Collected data
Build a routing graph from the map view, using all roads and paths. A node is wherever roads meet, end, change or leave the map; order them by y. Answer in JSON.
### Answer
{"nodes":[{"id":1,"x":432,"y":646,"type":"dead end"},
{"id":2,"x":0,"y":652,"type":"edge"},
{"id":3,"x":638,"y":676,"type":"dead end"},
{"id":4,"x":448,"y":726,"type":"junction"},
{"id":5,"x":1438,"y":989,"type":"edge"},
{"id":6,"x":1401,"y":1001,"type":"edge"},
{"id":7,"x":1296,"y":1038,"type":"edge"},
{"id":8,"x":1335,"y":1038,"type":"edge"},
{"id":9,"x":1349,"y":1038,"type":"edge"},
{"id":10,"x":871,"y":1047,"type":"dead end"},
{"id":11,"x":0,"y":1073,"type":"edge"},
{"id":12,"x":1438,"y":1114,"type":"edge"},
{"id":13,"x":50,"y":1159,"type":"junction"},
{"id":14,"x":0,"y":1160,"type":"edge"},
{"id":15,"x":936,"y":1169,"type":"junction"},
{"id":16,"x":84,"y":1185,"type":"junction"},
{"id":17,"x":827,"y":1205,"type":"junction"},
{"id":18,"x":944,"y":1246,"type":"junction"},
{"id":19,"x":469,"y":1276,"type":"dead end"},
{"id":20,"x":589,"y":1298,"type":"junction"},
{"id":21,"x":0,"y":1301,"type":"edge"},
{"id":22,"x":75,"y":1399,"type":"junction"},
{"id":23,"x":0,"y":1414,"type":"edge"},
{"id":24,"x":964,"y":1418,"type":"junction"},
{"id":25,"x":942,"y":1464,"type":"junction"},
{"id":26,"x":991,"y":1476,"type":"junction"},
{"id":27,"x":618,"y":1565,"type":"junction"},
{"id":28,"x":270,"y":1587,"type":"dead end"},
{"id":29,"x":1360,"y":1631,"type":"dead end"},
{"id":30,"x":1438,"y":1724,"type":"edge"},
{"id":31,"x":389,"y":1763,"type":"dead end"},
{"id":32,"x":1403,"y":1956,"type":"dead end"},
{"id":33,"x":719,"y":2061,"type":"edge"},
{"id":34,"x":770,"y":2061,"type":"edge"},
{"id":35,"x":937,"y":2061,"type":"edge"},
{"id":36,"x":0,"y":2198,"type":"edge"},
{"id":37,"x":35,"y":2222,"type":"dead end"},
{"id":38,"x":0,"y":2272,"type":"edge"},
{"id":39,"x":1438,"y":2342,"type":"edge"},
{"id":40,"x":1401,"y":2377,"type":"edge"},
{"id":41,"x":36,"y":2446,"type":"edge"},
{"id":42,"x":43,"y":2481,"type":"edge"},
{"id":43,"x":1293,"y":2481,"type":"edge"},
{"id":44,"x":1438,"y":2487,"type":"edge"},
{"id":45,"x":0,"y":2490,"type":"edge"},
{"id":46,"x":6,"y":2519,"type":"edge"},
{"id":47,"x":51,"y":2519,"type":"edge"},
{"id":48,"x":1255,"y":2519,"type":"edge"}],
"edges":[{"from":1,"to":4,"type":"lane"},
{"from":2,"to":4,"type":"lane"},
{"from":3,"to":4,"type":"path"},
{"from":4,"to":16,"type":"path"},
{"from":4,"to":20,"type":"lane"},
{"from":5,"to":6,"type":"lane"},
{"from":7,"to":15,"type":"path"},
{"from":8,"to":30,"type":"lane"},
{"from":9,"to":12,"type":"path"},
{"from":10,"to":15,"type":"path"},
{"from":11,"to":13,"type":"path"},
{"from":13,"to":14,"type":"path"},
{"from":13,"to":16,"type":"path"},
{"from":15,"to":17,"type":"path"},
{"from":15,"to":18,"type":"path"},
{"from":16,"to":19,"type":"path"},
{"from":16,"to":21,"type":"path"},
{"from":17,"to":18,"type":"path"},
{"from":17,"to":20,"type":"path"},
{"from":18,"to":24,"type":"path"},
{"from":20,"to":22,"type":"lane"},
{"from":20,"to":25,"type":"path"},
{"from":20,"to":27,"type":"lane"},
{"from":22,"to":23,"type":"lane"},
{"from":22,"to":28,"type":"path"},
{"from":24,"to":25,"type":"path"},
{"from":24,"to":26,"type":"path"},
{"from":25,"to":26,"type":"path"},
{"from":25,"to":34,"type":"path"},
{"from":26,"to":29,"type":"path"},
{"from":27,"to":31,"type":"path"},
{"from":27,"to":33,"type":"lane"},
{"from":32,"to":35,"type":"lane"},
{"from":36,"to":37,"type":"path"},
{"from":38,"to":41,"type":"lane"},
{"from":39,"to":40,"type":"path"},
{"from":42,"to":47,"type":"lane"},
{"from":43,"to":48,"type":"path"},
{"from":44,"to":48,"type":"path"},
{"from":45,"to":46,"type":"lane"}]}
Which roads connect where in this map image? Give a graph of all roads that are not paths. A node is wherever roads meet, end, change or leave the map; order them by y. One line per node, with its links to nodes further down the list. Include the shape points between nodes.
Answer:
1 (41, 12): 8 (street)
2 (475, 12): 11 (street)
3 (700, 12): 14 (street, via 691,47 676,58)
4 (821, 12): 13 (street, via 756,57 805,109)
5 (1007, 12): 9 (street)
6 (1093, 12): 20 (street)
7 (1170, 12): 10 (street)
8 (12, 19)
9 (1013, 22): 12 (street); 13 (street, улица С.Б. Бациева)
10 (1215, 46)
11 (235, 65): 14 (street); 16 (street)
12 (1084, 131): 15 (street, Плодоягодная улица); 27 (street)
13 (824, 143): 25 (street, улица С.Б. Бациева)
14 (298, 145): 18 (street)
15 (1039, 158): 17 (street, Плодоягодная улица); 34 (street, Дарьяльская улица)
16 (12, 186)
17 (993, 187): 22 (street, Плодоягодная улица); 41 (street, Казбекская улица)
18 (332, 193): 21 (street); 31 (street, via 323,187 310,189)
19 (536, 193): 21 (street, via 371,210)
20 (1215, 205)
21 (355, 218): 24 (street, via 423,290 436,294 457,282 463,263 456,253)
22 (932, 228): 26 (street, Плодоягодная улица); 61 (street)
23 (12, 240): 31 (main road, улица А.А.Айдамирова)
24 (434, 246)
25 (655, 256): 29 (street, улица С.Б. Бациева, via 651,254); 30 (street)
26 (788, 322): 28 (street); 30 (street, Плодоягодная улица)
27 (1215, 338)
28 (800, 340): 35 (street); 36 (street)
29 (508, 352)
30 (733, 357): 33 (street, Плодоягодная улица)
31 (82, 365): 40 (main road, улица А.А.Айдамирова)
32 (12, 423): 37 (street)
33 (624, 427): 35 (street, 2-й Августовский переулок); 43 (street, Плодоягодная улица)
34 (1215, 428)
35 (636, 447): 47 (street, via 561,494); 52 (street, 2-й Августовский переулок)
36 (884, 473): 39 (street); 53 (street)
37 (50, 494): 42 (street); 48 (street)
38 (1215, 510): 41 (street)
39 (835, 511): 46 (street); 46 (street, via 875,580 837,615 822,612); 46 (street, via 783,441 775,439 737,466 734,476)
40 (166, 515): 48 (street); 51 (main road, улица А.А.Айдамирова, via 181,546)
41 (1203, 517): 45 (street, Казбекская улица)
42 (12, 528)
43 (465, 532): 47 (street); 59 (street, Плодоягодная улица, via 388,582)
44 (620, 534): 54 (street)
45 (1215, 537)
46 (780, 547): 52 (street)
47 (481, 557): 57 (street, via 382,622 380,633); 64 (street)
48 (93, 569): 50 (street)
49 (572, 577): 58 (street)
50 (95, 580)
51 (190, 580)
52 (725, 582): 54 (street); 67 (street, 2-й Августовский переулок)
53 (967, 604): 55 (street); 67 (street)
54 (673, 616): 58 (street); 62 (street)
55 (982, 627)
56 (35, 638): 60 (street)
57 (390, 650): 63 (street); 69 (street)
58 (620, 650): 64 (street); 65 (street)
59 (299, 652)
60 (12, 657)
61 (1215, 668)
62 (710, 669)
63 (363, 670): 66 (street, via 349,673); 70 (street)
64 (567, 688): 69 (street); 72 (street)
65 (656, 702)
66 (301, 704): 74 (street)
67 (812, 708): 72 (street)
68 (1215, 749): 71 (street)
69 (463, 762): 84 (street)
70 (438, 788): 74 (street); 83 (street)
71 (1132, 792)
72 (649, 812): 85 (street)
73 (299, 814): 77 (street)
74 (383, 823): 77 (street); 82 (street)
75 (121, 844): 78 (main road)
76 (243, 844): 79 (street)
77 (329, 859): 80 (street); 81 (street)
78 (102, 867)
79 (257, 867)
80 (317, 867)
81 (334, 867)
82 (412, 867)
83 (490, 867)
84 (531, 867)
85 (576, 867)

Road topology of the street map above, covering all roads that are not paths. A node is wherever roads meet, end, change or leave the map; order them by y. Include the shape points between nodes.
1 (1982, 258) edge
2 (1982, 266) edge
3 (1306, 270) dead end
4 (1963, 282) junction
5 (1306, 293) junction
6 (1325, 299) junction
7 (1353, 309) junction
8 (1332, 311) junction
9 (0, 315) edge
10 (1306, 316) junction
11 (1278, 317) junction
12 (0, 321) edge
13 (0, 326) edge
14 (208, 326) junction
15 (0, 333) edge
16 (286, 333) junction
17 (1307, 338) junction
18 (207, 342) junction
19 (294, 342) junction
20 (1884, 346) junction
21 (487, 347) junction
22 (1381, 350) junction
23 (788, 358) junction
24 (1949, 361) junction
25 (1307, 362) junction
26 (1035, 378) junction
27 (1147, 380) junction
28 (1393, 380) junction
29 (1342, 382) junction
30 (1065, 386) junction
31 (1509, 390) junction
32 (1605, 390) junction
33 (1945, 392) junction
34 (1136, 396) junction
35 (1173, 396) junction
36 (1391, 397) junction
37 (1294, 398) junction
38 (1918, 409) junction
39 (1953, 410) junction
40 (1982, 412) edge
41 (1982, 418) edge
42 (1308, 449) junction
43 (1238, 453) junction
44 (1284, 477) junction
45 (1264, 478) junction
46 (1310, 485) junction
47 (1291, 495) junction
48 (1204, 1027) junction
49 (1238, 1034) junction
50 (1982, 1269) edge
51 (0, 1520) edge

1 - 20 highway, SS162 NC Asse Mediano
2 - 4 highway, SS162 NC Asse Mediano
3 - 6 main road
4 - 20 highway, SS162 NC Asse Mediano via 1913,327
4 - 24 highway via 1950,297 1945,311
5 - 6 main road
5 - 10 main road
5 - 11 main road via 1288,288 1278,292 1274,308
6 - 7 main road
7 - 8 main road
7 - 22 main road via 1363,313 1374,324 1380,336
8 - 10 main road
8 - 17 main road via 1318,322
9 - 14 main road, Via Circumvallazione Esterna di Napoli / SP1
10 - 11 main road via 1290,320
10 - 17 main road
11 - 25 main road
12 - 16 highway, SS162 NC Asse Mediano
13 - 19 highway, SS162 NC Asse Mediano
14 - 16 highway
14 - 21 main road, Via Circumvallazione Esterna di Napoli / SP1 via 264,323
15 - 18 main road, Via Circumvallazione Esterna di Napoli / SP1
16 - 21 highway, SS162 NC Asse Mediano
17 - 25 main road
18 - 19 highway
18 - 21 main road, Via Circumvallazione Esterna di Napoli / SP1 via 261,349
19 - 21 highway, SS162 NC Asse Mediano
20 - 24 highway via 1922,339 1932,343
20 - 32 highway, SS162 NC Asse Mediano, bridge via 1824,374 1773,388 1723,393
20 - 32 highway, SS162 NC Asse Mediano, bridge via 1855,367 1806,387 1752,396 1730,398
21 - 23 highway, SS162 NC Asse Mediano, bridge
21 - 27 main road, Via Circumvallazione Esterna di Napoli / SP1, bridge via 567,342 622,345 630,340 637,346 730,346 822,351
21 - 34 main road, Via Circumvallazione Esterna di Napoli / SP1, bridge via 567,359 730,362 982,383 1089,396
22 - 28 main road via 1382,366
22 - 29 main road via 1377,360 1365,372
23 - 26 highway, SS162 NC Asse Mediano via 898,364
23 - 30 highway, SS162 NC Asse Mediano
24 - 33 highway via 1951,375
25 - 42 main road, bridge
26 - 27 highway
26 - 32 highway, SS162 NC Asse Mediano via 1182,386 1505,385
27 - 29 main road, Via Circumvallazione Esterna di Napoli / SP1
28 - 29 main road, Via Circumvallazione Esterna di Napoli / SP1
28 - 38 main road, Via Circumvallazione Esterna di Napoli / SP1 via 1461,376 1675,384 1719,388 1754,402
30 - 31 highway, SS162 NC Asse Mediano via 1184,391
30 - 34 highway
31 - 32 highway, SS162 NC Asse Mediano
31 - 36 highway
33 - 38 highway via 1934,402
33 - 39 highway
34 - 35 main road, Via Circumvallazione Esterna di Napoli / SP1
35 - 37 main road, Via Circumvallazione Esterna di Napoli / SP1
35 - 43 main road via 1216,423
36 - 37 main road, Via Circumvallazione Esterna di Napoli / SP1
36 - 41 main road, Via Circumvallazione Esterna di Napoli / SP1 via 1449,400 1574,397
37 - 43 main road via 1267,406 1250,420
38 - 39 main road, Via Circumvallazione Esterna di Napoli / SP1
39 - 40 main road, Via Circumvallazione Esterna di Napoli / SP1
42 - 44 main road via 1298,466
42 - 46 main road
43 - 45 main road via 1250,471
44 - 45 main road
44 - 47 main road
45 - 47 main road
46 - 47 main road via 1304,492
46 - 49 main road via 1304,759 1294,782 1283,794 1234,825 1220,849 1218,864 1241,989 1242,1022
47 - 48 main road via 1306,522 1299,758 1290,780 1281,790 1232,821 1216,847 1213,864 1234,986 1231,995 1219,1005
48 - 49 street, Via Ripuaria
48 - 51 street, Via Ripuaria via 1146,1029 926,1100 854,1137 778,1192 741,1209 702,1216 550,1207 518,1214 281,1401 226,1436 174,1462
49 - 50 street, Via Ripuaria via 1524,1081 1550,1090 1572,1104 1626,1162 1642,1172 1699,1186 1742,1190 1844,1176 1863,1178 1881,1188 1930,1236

● **Work to be completed**
Filter the data for the string "переулок". Copy each matching line.

● **Solved exercise**
33 (624, 427): 35 (street, 2-й Августовский переулок); 43 (street, Плодоягодная улица)
35 (636, 447): 47 (street, via 561,494); 52 (street, 2-й Августовский переулок)
52 (725, 582): 54 (street); 67 (street, 2-й Августовский переулок)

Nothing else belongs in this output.